Records from a collection:

__________________________________________________

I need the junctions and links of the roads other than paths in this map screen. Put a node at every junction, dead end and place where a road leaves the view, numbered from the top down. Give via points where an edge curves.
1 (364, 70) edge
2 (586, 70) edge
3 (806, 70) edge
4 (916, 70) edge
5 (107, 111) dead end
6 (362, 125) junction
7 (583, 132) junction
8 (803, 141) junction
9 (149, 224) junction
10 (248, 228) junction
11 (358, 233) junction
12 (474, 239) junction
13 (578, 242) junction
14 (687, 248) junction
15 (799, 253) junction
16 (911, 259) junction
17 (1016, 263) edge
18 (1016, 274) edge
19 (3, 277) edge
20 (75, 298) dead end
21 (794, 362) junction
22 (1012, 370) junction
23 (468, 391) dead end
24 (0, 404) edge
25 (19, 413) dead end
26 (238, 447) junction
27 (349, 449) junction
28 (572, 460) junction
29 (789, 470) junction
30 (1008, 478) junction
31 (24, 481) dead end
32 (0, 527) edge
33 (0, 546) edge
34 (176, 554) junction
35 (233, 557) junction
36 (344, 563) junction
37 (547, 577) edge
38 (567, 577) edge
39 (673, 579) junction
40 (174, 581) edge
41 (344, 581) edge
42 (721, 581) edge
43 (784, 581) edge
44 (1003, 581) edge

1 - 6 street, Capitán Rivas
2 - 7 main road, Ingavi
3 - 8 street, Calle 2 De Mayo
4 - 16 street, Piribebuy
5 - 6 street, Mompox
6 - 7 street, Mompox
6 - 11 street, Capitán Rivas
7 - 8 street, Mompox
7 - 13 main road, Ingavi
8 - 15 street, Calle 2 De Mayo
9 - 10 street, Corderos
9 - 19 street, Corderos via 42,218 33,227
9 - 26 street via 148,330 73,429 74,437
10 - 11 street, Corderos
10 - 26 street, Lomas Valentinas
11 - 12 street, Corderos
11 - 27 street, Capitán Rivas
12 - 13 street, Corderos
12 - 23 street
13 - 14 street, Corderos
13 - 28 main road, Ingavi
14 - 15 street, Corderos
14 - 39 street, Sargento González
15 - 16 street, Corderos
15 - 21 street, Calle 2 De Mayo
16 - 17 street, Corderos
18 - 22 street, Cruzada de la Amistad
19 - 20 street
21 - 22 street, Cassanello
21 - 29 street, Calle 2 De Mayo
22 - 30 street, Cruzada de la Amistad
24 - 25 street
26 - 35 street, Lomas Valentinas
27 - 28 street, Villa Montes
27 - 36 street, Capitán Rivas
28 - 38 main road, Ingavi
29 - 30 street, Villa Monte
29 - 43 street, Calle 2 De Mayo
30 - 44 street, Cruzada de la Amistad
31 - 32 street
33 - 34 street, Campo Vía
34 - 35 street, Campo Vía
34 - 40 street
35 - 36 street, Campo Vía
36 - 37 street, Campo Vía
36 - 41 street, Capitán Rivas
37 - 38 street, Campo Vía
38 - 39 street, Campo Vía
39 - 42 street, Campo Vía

__________________________________________________

**TRY IT**
From the entries above, pull out each line that includes "main".

**RESPONSE FOR THIS EXERCISE**
2 - 7 main road, Ingavi
7 - 13 main road, Ingavi
13 - 28 main road, Ingavi
28 - 38 main road, Ingavi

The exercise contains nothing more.